= REQUIRED ACTION =
Where the string "SOUSA" occurs in a line of the data below, that line should be copied.

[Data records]
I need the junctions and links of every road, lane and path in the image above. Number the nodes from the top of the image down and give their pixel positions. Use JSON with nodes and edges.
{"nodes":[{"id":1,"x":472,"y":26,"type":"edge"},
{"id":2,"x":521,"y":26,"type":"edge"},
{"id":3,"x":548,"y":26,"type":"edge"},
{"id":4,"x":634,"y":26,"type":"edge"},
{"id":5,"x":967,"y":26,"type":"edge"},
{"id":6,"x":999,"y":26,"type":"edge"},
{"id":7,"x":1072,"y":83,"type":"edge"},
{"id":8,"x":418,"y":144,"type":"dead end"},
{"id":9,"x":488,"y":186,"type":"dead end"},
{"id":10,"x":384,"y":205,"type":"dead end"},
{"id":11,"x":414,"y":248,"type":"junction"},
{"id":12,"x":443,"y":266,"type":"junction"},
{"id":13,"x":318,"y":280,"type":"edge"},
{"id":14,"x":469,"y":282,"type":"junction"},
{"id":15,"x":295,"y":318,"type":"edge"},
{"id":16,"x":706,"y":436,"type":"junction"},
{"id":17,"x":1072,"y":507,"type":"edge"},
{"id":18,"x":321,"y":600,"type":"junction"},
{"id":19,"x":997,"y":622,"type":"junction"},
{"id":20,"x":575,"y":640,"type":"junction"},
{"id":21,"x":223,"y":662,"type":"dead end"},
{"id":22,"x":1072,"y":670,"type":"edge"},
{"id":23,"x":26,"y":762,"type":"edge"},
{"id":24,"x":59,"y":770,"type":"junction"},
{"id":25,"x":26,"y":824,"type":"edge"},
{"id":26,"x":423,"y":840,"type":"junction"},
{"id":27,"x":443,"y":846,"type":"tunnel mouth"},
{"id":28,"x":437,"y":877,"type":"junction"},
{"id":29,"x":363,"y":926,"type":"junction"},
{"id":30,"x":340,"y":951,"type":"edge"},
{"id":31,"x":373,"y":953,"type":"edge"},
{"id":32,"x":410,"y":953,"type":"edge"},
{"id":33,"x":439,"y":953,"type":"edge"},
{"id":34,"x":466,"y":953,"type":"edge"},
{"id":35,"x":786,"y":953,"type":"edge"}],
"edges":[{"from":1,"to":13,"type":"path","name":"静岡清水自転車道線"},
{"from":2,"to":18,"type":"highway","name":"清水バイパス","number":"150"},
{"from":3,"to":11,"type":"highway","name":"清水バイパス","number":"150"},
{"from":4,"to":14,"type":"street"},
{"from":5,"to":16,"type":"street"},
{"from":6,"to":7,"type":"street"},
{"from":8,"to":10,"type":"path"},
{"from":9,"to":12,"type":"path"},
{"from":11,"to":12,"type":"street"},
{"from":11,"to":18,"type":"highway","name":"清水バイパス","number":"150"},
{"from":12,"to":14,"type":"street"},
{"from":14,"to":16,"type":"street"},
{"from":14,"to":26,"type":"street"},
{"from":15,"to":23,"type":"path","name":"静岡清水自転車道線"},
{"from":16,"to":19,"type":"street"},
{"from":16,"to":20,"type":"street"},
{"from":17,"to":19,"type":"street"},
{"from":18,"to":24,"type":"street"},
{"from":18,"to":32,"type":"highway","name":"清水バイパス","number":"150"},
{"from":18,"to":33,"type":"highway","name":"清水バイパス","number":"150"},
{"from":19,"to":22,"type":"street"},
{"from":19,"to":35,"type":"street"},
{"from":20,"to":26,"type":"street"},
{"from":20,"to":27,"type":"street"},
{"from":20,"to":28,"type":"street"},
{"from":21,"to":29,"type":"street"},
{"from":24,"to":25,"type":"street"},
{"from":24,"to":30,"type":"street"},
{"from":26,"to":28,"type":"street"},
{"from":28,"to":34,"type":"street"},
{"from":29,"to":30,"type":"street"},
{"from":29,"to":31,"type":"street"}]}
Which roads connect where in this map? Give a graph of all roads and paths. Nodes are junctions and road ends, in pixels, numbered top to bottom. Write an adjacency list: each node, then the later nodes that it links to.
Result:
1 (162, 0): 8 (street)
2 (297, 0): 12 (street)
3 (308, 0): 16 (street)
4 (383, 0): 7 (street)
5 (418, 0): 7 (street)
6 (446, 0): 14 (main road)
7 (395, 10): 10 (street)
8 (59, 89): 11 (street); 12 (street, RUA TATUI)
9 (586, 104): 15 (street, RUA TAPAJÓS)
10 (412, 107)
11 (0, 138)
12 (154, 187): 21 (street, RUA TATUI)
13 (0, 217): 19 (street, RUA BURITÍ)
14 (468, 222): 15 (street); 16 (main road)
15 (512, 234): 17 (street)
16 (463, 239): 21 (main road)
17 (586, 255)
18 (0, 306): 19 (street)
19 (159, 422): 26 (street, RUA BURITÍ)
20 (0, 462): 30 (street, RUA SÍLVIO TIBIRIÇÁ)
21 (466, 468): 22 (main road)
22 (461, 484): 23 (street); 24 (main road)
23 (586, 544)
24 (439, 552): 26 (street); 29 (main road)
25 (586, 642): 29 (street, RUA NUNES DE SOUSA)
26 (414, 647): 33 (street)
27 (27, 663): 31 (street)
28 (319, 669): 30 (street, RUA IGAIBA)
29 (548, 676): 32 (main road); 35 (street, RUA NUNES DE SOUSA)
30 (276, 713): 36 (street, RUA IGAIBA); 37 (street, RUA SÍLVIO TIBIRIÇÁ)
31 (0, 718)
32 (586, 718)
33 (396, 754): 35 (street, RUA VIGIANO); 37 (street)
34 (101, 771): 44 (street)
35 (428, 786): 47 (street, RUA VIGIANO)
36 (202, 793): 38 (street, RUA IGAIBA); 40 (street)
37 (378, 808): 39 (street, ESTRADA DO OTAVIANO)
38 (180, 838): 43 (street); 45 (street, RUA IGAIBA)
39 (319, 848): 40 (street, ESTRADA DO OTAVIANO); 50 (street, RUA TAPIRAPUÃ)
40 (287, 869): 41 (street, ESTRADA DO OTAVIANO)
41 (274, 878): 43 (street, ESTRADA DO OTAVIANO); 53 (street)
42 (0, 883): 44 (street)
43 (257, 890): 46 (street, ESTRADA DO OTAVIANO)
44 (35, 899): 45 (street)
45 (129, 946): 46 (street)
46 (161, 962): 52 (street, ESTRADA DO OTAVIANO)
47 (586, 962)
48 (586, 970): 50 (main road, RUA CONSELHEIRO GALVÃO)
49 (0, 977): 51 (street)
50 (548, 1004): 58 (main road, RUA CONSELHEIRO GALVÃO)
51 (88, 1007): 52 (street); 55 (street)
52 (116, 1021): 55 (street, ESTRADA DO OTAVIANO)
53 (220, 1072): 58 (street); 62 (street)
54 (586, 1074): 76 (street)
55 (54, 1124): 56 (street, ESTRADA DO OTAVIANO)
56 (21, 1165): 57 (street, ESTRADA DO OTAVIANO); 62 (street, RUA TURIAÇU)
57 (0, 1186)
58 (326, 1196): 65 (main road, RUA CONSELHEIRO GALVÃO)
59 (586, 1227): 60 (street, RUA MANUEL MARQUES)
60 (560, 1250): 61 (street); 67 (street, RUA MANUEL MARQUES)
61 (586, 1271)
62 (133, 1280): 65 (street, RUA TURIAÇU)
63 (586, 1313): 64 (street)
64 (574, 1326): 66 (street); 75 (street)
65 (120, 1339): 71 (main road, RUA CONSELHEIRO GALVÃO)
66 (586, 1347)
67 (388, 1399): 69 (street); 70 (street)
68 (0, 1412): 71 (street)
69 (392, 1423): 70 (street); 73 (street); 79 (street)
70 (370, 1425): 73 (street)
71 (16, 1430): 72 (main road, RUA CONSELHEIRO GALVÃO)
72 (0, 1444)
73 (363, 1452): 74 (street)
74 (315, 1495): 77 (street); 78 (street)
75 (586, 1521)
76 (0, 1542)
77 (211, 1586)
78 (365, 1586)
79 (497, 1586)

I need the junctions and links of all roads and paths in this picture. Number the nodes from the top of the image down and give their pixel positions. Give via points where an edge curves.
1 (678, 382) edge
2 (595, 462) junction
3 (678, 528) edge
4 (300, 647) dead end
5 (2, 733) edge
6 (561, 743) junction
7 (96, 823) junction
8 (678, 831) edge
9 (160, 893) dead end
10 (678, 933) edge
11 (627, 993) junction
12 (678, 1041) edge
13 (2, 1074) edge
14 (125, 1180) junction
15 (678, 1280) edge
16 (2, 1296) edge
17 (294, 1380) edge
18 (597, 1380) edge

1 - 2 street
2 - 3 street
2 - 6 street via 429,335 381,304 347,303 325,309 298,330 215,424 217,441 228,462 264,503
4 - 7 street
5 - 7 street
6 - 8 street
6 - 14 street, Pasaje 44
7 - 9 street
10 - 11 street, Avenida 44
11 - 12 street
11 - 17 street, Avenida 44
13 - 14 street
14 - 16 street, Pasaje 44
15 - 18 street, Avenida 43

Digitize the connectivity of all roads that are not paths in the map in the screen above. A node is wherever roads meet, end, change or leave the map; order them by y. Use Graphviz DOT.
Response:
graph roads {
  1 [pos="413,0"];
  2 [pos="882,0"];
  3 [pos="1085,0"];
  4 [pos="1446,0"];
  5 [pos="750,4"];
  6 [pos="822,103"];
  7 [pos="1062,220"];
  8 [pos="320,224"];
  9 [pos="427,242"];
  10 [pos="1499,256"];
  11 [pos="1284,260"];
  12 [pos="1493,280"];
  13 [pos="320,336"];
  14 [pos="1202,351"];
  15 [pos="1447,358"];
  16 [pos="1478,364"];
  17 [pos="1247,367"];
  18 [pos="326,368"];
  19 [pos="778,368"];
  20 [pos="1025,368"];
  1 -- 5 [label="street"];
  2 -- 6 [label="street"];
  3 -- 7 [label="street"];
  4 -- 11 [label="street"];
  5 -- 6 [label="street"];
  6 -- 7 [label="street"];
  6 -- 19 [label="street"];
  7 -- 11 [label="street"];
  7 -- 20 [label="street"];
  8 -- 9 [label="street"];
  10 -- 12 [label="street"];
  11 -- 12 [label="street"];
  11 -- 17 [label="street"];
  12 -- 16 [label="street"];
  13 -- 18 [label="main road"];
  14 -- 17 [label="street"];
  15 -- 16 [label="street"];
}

= RESPONSE FOR THIS EXERCISE =
25 (586, 642): 29 (street, RUA NUNES DE SOUSA)
29 (548, 676): 32 (main road); 35 (street, RUA NUNES DE SOUSA)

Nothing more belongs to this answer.